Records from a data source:

---*---

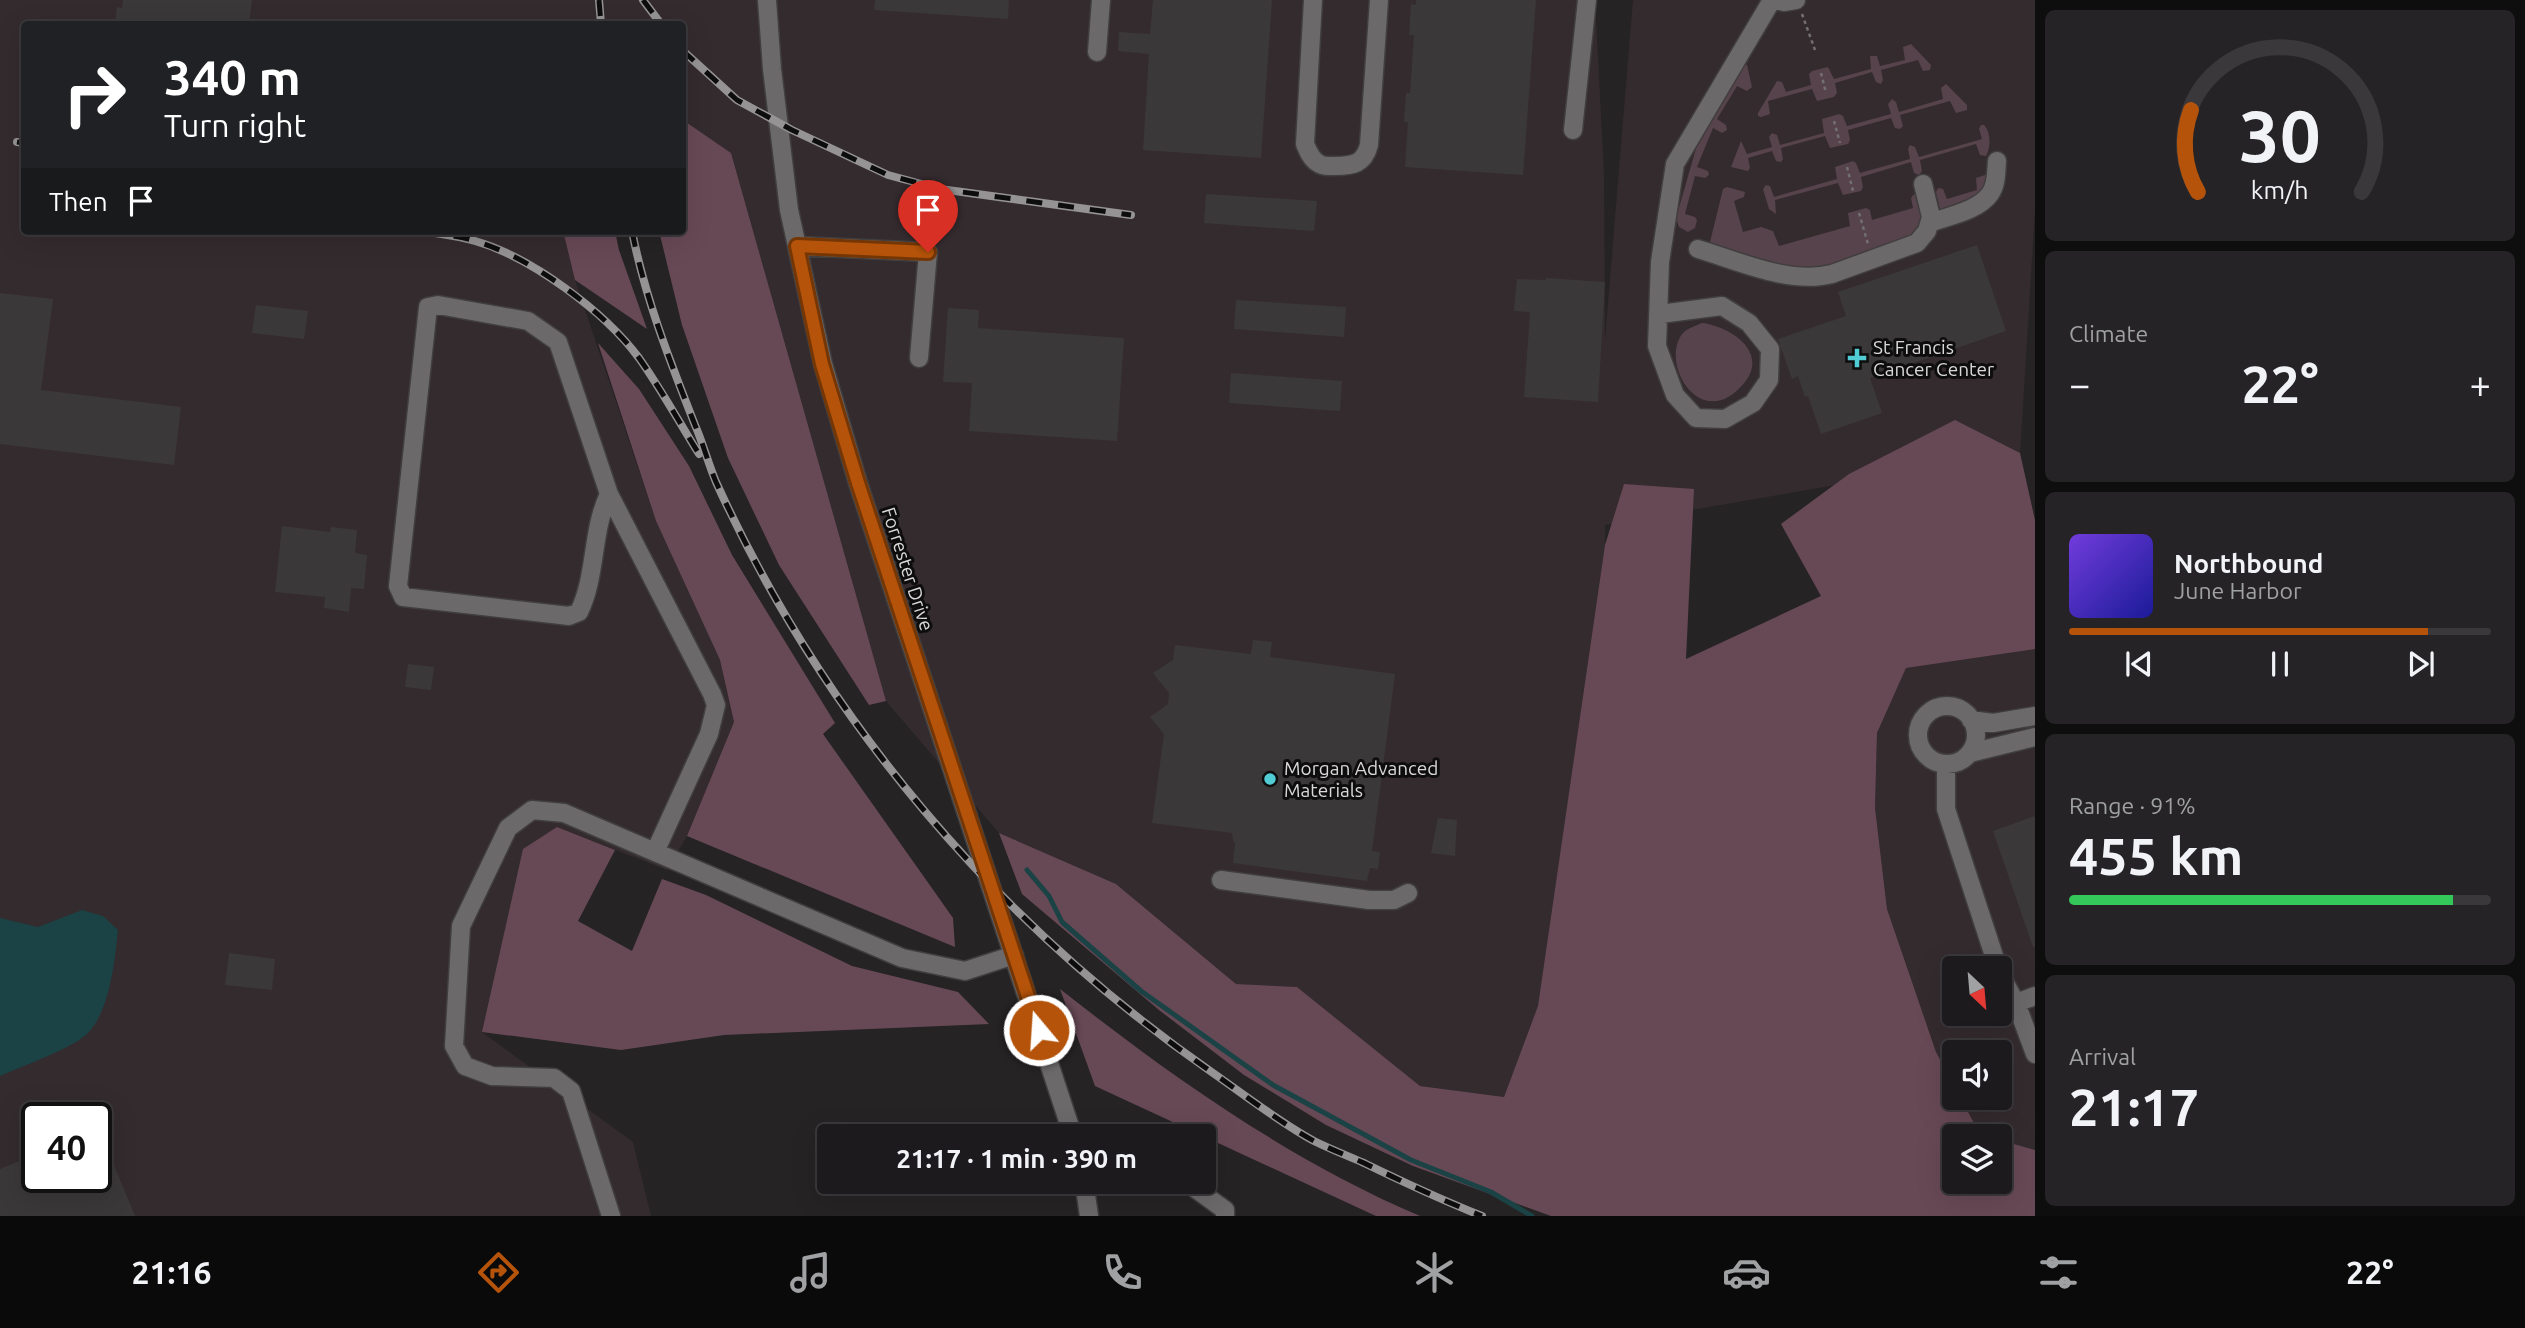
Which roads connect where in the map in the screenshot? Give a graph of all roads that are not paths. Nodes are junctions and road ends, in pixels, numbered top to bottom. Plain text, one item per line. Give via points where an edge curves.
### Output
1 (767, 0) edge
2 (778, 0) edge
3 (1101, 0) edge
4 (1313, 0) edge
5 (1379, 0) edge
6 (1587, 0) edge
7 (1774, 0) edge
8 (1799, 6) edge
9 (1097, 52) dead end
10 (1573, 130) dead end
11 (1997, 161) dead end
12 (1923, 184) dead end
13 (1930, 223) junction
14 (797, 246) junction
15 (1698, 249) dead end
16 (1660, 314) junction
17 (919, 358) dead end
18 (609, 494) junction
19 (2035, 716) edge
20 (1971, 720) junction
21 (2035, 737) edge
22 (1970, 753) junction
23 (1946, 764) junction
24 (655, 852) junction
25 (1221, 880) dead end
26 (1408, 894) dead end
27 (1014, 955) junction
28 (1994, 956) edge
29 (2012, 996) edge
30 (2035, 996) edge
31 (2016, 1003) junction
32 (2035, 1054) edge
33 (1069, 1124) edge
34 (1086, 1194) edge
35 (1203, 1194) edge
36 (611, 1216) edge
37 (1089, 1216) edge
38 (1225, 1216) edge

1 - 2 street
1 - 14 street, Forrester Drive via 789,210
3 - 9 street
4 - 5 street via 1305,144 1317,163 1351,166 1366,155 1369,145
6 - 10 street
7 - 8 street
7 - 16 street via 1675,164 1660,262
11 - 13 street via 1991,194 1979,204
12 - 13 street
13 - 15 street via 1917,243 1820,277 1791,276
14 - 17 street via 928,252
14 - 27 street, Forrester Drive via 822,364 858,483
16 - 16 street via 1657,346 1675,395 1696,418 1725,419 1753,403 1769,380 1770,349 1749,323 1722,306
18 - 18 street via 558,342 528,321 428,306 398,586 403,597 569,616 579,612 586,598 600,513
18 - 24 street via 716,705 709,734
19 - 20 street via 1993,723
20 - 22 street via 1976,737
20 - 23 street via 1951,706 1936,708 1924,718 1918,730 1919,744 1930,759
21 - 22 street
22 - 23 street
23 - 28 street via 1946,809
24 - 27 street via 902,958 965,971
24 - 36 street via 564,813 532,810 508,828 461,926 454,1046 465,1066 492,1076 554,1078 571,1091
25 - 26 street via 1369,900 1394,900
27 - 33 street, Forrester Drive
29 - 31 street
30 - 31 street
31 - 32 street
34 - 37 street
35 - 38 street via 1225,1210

---*---

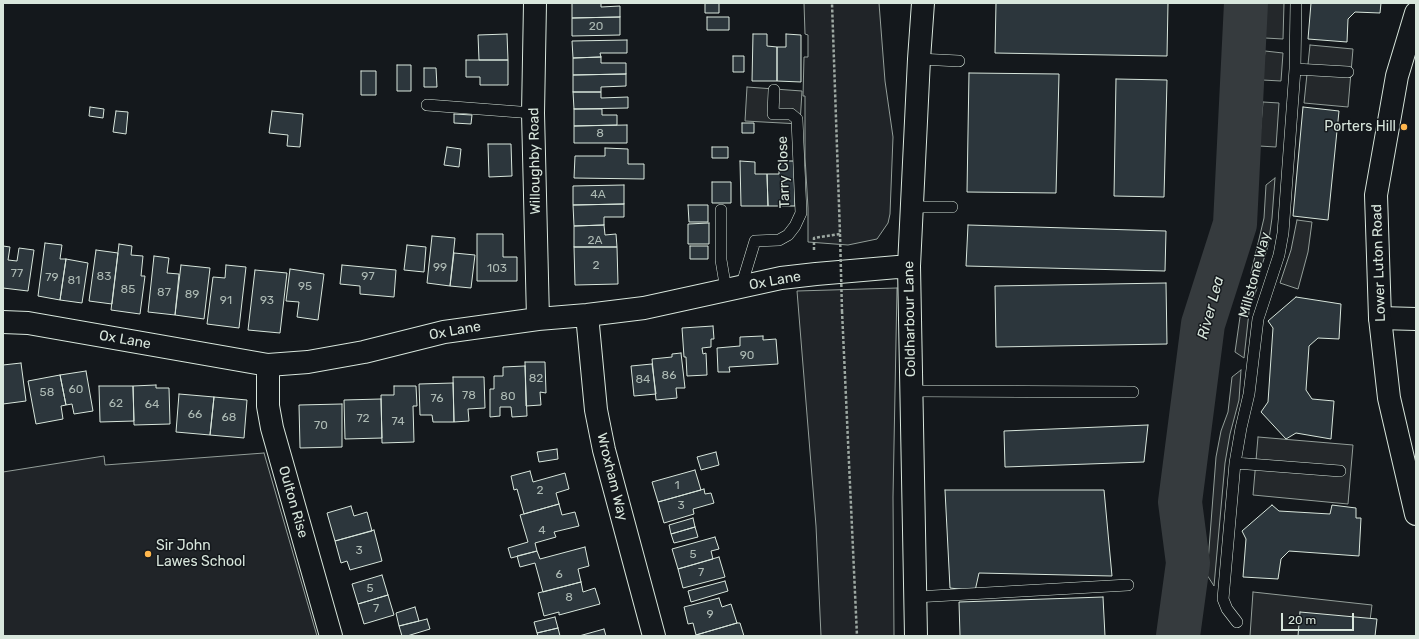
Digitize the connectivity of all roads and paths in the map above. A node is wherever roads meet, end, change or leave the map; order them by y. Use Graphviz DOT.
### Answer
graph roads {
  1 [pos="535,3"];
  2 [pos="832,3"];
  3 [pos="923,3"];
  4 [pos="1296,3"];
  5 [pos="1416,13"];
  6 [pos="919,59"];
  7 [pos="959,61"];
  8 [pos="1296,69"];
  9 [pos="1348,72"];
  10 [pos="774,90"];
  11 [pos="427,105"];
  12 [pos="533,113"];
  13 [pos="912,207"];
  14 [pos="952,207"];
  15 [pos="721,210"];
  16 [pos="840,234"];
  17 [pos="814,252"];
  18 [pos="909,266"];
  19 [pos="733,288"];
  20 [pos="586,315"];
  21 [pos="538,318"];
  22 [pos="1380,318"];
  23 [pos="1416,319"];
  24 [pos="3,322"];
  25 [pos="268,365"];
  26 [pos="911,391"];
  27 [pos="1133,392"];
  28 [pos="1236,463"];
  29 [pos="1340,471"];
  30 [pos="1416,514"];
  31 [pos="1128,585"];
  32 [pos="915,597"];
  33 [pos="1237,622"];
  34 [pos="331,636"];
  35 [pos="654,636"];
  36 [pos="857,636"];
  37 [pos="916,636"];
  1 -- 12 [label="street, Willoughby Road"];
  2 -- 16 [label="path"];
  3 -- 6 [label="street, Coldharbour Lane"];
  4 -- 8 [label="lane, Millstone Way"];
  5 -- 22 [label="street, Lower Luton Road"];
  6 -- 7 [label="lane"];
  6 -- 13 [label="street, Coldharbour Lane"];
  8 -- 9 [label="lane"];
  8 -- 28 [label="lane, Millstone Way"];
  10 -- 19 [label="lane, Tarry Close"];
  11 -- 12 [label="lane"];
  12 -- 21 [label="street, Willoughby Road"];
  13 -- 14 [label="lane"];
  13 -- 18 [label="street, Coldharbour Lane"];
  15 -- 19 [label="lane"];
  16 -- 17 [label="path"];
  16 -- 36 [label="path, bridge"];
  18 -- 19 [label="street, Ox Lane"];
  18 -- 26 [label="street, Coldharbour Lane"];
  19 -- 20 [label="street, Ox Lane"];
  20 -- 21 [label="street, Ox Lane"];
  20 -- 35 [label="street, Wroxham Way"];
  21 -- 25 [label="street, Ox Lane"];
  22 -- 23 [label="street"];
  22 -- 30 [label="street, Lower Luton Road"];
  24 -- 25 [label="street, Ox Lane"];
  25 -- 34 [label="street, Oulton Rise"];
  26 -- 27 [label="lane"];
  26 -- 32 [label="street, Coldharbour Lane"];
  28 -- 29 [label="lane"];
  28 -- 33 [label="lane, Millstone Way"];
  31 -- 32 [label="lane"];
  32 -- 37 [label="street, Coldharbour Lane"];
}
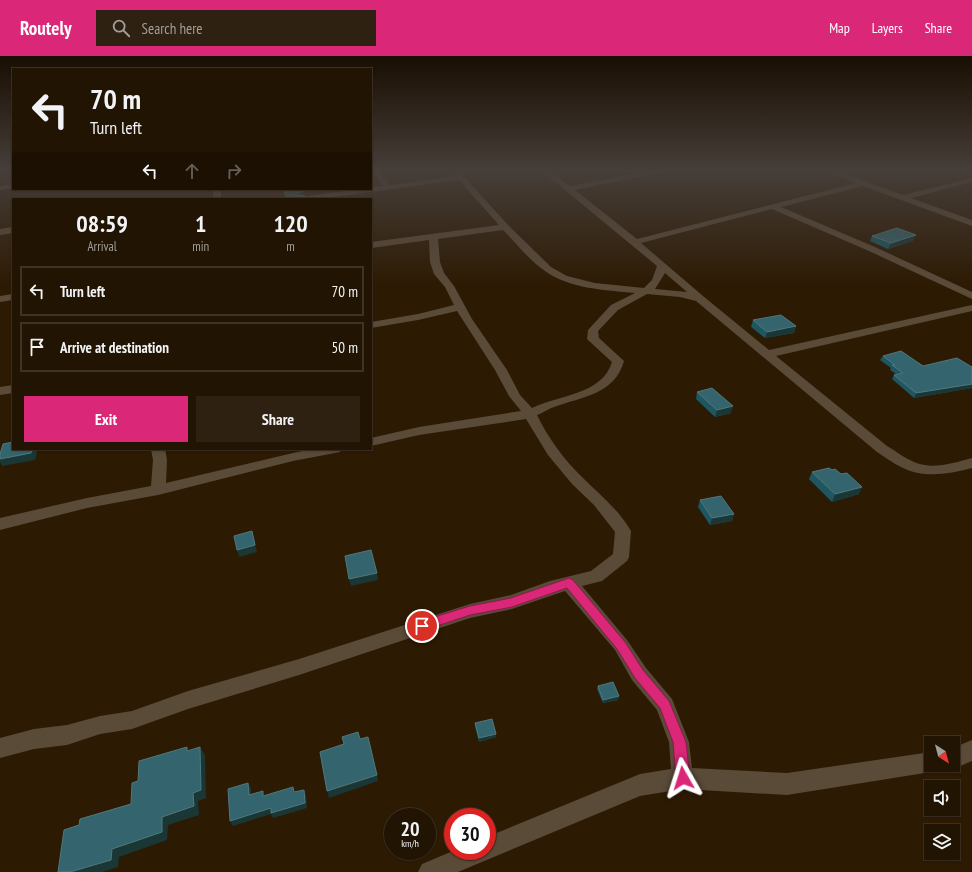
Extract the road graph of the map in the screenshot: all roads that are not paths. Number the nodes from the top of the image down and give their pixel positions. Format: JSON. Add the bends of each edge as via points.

---*---

Problem statement:
Out of the preceding entries, pull every line containing the string "screenshot".

Your response:
Which roads connect where in the map in the screenshot? Give a graph of all roads that are not paths. Nodes are junctions and road ends, in pixels, numbered top to bottom. Plain text, one item per line. Give via points where an edge curves.
Extract the road graph of the map in the screenshot: all roads that are not paths. Number the nodes from the top of the image down and give their pixel positions. Format: JSON. Add the bends of each edge as via points.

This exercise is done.